= William Crofts, 1st Baron Crofts =

English peer and Gentleman of the Bedchamber

William Crofts, 1st Baron Crofts (c.1611-1677) was an English baron and Gentleman of the Bedchamber to Charles II.

==Life==
He was the son of Sir Henry Crofts, MP, of Little Saxham, Suffolk.

He moved to court c.1630 as a servant of Queen Henrietta Maria, the consort of Charles I.

The lady in waiting to Elizabeth Stuart, Queen of Bohemia known as "Margaret Crofts" has sometimes been identified as his sister. However, the will of Margaret Croft from Herefordshire seems to identify her as this royal servant. William Crofts carried letters to the court of Elizabeth of Bohemia.

In 1644 his brother was shot in the head by the queen's court dwarf Jeffrey Hudson during a duel, which was outlawed at the time. Henrietta Maria wrote to Cardinal Mazarin to intercede for Hudson's life.

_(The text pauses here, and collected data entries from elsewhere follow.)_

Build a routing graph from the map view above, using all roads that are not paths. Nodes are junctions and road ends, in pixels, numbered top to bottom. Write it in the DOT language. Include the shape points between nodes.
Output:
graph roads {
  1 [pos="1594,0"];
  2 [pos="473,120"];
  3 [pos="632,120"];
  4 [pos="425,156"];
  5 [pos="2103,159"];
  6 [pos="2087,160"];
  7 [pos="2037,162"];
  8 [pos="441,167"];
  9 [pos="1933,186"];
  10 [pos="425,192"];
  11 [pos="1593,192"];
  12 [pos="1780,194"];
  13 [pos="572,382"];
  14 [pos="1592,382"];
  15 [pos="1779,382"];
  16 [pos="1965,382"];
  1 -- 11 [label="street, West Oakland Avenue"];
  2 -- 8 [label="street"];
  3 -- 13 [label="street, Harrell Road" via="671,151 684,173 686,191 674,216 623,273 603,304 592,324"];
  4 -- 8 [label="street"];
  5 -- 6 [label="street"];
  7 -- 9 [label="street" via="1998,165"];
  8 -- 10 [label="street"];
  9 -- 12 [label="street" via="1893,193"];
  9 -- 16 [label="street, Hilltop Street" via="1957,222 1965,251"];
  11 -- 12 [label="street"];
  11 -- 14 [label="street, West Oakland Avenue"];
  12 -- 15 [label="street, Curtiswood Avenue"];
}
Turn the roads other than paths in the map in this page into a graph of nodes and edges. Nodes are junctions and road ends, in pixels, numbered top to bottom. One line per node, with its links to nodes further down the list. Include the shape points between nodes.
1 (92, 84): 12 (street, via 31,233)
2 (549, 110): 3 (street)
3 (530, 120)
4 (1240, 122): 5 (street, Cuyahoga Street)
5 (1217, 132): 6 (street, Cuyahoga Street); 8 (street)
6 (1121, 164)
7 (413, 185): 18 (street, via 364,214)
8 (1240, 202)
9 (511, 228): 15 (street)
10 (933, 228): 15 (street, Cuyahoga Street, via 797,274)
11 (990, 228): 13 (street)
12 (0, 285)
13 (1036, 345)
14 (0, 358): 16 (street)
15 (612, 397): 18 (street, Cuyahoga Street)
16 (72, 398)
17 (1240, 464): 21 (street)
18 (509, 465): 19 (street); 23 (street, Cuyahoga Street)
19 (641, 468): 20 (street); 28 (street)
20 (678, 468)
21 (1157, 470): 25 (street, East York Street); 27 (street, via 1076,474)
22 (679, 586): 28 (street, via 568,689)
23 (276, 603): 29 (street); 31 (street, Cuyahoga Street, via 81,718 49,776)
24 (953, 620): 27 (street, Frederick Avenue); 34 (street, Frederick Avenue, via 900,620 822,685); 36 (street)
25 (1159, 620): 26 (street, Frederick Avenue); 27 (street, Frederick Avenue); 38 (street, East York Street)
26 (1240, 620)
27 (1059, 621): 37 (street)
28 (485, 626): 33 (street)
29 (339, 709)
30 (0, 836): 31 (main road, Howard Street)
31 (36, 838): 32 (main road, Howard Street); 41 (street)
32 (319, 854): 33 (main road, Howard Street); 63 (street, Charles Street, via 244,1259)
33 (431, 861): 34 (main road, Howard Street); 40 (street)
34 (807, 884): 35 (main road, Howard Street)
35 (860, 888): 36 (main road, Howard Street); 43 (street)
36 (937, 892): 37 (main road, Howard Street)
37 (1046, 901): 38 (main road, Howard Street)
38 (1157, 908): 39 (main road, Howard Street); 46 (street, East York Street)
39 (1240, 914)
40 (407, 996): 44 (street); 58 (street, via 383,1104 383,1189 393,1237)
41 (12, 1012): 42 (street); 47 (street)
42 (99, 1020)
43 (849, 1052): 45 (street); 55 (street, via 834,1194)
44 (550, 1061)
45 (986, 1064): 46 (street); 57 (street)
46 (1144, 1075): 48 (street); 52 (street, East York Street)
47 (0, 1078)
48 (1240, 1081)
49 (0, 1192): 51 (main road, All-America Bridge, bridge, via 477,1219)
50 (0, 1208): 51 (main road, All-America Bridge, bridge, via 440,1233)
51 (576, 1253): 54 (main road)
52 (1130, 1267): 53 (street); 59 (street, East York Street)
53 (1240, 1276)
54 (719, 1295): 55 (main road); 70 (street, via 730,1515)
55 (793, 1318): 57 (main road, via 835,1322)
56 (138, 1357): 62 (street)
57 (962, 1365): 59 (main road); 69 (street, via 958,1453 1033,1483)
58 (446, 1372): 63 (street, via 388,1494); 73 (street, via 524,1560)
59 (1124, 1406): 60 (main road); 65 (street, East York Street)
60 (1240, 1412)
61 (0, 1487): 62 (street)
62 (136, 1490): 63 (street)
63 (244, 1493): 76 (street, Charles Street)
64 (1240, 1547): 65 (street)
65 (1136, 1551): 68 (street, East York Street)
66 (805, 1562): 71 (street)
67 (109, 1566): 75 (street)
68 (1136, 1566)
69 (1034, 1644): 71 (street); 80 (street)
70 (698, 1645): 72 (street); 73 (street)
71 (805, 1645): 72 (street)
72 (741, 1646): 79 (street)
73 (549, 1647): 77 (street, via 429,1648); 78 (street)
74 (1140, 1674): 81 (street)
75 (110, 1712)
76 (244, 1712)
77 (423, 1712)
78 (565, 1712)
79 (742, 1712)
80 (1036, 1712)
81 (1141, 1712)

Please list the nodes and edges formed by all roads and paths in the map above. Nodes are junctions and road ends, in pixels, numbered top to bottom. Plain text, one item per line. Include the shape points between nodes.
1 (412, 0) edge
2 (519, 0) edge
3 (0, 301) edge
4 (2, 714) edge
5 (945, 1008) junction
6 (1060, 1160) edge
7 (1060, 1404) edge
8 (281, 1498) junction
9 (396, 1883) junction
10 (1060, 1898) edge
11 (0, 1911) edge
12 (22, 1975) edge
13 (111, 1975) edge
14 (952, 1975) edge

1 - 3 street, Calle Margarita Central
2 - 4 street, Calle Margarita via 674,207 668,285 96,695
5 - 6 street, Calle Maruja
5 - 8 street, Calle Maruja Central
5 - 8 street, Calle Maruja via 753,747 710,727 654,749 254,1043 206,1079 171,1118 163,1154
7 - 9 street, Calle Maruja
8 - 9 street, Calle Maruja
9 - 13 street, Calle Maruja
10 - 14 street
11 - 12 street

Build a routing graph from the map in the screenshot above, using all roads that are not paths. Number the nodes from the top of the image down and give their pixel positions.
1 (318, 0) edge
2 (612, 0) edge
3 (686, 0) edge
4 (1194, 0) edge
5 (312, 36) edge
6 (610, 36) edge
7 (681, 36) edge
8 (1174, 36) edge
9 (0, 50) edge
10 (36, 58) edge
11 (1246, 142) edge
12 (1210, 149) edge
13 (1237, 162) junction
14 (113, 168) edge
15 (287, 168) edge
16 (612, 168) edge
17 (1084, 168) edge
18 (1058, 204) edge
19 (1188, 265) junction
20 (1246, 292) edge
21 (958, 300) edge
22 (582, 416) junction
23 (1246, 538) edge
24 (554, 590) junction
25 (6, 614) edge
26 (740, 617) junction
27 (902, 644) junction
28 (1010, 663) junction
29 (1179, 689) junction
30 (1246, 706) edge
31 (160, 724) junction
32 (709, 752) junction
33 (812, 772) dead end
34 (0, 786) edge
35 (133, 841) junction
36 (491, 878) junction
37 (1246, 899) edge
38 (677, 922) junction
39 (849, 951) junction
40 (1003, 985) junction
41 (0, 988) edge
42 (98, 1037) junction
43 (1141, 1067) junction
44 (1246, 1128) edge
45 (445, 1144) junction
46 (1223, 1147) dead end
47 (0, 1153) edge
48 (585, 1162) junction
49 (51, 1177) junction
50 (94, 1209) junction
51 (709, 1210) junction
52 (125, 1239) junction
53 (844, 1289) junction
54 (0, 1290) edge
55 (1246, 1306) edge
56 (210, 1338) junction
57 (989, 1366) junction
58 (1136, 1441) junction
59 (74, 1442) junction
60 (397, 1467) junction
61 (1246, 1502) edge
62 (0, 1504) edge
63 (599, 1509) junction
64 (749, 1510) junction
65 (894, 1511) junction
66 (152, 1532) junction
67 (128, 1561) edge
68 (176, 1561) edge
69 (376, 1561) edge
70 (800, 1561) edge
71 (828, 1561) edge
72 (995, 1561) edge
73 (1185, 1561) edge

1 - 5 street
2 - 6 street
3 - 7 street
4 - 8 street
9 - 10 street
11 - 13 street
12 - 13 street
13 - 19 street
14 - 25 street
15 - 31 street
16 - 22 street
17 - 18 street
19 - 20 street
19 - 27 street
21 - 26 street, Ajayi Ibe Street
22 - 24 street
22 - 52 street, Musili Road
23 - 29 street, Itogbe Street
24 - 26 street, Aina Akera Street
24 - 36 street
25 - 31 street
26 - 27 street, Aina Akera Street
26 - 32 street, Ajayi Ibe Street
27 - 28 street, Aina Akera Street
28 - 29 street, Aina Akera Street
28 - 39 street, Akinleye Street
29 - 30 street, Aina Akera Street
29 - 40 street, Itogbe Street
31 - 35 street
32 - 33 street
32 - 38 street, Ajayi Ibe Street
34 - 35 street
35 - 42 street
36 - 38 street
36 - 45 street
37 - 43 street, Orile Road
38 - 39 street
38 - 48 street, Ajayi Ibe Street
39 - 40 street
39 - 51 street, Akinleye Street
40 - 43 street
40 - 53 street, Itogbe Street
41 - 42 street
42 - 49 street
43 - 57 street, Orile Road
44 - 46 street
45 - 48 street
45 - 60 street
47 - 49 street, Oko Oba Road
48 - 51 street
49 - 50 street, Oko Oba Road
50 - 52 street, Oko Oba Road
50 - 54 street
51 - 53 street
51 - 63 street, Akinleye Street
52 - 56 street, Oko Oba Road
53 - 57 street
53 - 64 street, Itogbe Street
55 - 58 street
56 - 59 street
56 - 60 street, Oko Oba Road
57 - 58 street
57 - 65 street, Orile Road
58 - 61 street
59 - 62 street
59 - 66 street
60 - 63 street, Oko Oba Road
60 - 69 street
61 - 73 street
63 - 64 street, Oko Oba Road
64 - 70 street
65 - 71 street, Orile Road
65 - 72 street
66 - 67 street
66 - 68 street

During the Civil War he remained loyal to the king and queen, and was rewarded by the grant of several manors in Essex and Suffolk. He followed Charles II into exile in France and in 1651-52 was sent on diplomatic missions to Eastern Europe, primarily to raise funds. For his loyal services he was made in 1652 a Gentleman of the Bedchamber to the still exiled Charles II. In 1658 he was ennobled as Baron Crofts of Saxham and in that year was given charge of James, the illegitimate son of Charles II by Lucy Walter, who had recently died. In 1667 he succeeded his father, inheriting Little Saxham Hall, the family seat, which he made his home.

He married twice, firstly Dorothy, the daughter of Sir John Hobart, Bt. and widow of Sir John Hele and secondly Elizabeth, the daughter of Lord Spencer of Wormleighton. Upon his death in 1677 he was laid to rest in Little Saxham church, where there is an impressive memorial to him and his wife.